El mensaje final fue tan categórico como inquietante: “Si la discusión es más educación, más egresados, más excelencia, más inserción laboral, cuenten conmigo”. La frase revela la esencia del planteo: no se trata de fortalecer la universidad pública tal como la conocemos, sino de transformarla en una institución subordinada al mercado, donde las carreras “útiles” sobreviven y las “innecesarias” desaparecen, donde las oficinas de género son reemplazadas por programas disciplinarios y donde la gratuidad deja de ser un derecho para convertirse en un privilegio condicionado.

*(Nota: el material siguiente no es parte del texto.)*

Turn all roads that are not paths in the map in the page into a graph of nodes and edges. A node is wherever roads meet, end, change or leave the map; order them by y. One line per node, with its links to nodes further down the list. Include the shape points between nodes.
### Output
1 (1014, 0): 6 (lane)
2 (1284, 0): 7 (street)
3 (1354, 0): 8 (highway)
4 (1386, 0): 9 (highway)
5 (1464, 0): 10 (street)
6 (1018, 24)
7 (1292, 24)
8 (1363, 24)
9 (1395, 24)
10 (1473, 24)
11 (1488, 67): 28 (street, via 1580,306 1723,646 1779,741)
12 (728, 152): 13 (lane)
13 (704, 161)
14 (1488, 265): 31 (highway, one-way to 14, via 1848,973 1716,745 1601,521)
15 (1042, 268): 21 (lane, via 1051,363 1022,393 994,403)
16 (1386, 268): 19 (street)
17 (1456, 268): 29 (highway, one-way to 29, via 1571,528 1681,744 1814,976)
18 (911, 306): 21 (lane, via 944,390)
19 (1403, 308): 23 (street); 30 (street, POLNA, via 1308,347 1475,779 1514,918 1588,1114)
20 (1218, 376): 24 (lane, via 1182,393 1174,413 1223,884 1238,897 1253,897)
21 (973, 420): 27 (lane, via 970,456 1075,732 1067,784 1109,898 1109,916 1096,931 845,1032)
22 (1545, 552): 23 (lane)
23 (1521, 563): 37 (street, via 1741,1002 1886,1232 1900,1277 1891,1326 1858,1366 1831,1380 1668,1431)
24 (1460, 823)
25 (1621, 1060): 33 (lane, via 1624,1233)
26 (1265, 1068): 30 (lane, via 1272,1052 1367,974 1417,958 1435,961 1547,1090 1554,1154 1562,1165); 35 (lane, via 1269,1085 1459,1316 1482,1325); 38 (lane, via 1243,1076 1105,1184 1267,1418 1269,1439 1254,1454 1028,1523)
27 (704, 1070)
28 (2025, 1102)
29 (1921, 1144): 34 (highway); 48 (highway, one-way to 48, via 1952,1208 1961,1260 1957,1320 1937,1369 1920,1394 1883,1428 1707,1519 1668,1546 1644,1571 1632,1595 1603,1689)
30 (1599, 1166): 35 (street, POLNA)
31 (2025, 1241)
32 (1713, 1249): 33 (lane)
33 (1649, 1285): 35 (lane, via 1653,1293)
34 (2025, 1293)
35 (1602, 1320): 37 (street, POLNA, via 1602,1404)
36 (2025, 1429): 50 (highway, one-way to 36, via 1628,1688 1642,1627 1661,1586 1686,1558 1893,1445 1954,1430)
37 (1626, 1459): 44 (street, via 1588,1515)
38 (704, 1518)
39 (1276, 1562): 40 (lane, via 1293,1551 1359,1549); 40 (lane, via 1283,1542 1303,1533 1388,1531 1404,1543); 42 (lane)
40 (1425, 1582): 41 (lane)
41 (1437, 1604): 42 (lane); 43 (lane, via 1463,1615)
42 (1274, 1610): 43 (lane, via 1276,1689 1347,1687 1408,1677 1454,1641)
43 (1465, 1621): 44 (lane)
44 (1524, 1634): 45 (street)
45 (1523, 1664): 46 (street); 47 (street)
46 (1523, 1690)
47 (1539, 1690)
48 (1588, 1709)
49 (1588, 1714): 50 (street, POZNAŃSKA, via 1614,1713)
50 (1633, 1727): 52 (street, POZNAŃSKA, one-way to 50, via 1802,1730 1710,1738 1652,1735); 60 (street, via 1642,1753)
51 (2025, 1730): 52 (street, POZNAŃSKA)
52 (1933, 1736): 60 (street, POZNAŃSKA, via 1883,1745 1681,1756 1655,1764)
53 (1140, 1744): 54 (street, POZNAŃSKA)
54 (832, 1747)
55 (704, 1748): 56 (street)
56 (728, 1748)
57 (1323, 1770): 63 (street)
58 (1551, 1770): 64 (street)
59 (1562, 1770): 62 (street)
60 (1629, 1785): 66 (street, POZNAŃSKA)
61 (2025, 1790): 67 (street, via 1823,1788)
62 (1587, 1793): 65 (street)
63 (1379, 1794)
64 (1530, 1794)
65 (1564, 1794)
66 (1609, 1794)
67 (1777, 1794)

El discurso de Carmen Álvarez Rivero no es un hecho aislado, sino parte de una ofensiva política más amplia que busca deslegitimar a la universidad pública. Bajo el pretexto de la eficiencia y la transparencia, se esconde la intención de desmontar uno de los pilares de la movilidad social en la Argentina. Una estrategia que coincide con la narrativa del gobierno de Javier Milei: menos Estado, menos derechos, menos igualdad. La universidad pública, lejos de ser una estafa, sigue siendo uno de los últimos bastiones de acceso democrático al conocimiento en un país donde cada vez más se cierran las puertas de la educación para los sectores populares. Atacar su legitimidad, como lo hizo la senadora cordobesa, es golpear el corazón mismo de la sociedad argentina.